# Piccino - No Steam



## Drewster (Dec 1, 2013)

Chaps

Switched on my Piccino today and left it to warm up but.....

No heat or pressure at all in the steam side of the house :-(

All the normal lights come on and the group head gets hot - and water flows

But the pressure dial doesn't move at all.

and the is no sign of anything on the steaming side.

Everything seemed OK when I switch did off (last Sunday).

Is there any reset button or any safety cutout gizmo for the steam boiler?

Any help greatly appreciated.


----------



## El carajillo (Mar 16, 2013)

Don't think there is a reset button, possibly pressure switch or thermostat?


----------



## Jon (Dec 3, 2010)

@espressotechno or @DavecUK I reckon.


----------



## DavecUK (Aug 6, 2013)

I have no experience of the Piccino, but assuming it's a double boiler machine:

Check for a limit stat on the steam boiler...I can't imagine they will not have one (it would be bad practice not to use one), it could be on the bottom of the steam boiler, or even on a little stalk on the base of the heating element (which is where they used to put them). They could have used a non resettable fusible link instead, but it's highly unlikely as it's not a great prosumer solution.

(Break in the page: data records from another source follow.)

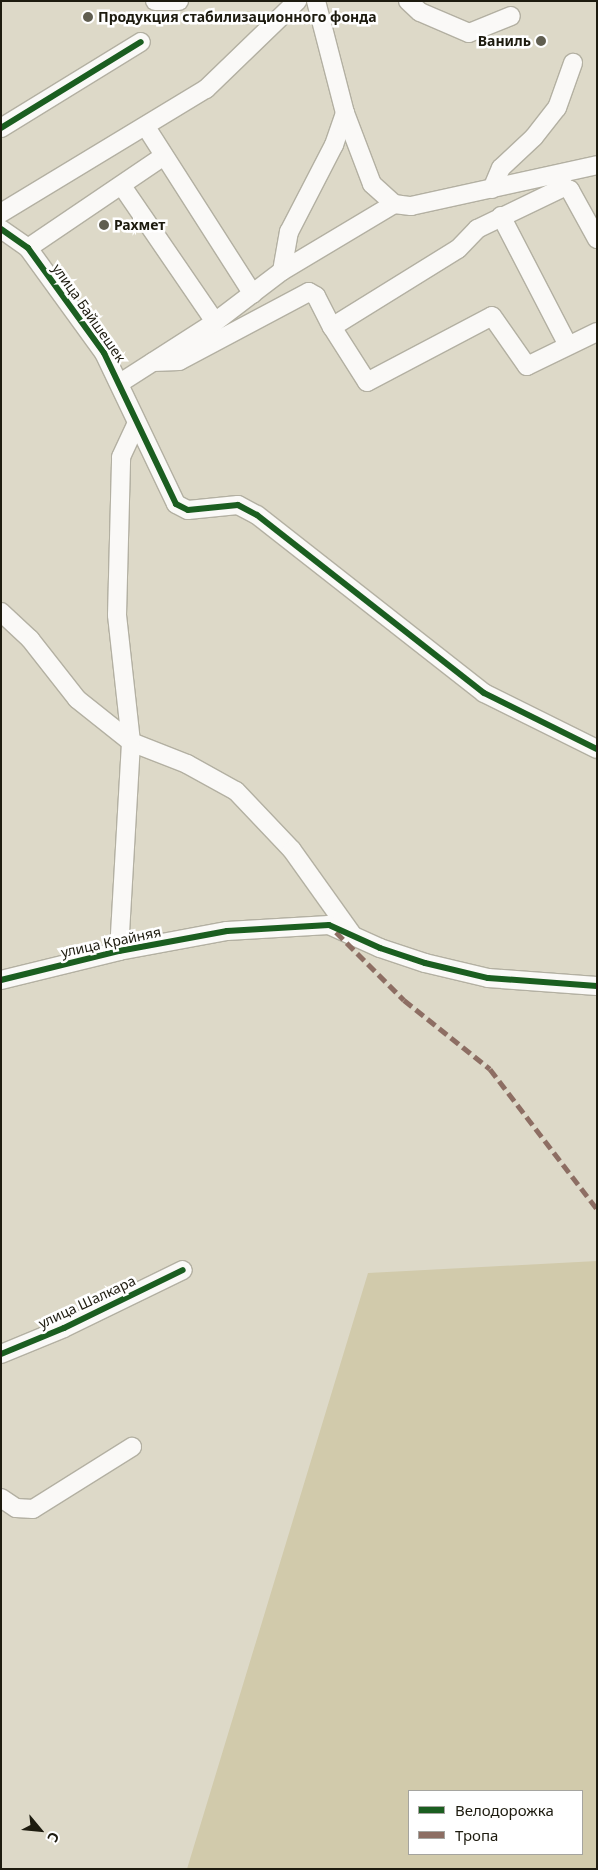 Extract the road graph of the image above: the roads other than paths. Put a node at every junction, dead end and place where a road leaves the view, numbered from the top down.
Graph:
1 (155, 1) edge
2 (179, 1) edge
3 (297, 1) edge
4 (316, 1) edge
5 (408, 1) edge
6 (511, 16) dead end
7 (140, 42) dead end
8 (573, 63) dead end
9 (345, 113) junction
10 (146, 127) junction
11 (1, 128) edge
12 (164, 156) junction
13 (597, 165) edge
14 (122, 186) junction
15 (492, 189) junction
16 (394, 204) junction
17 (1, 212) edge
18 (500, 216) junction
19 (1, 229) edge
20 (597, 239) edge
21 (28, 248) junction
22 (282, 272) junction
23 (254, 294) junction
24 (214, 322) junction
25 (332, 327) junction
26 (597, 332) edge
27 (568, 345) junction
28 (153, 362) junction
29 (120, 384) junction
30 (136, 425) junction
31 (1, 612) edge
32 (131, 742) junction
33 (597, 749) edge
34 (352, 935) junction
35 (119, 951) junction
36 (1, 980) edge
37 (597, 986) edge
38 (183, 1270) dead end
39 (1, 1354) edge
40 (132, 1448) dead end
41 (1, 1498) edge

1 - 2 street
3 - 10 street
4 - 9 street
5 - 6 street
7 - 11 street
8 - 15 street
9 - 16 street
9 - 22 street
10 - 12 street
10 - 17 street
12 - 14 street
12 - 23 street
13 - 15 street
14 - 21 street
14 - 24 street
15 - 16 street
16 - 22 street
18 - 20 street
18 - 25 street
18 - 27 street
19 - 21 street, улица Байшешек
21 - 29 street, улица Байшешек
22 - 23 street
23 - 24 street
24 - 28 street
25 - 27 street
25 - 28 street
26 - 27 street
28 - 29 street
29 - 30 street, улица Байшешек
30 - 32 street
30 - 33 street, улица Байшешек
31 - 32 street
32 - 34 street
32 - 35 street
34 - 35 street, улица Крайняя
34 - 37 street, улица Крайняя
35 - 36 street, улица Крайняя
38 - 39 street, улица Шалкара
40 - 41 street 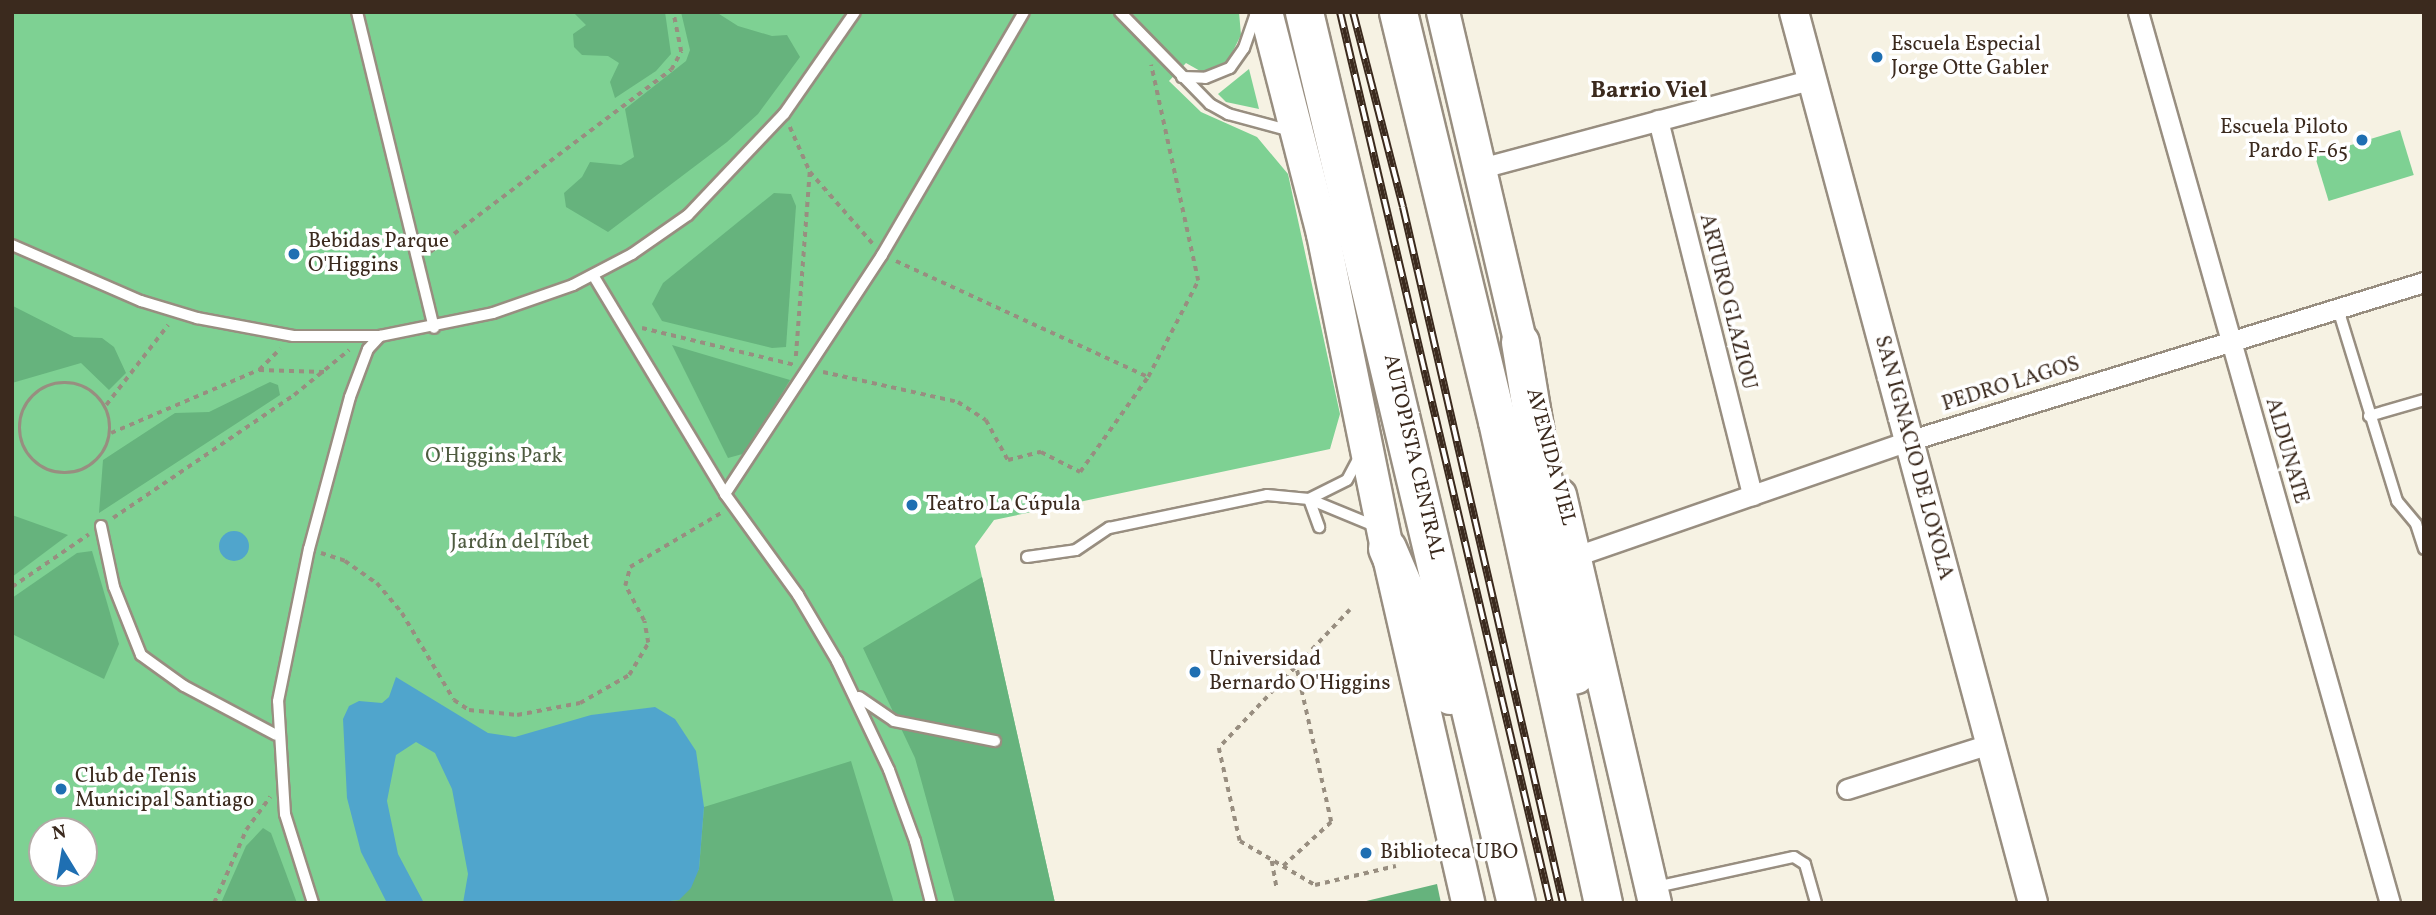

I have no idea how old this machine is....so

If you have a multimeter...check the resistance of the heating element, check there is power getting to the heating element (be very careful, esp if you have a cheapie multimeter and leads). Also check the wiring on the pressurestat for any loose wire.

If indeed a limit stat has gone off...then there will have been a reason.....e.g. pressurestat issue, or perhaps boiler refill issue. I don't know if the machine has been used a lot with hard water?


----------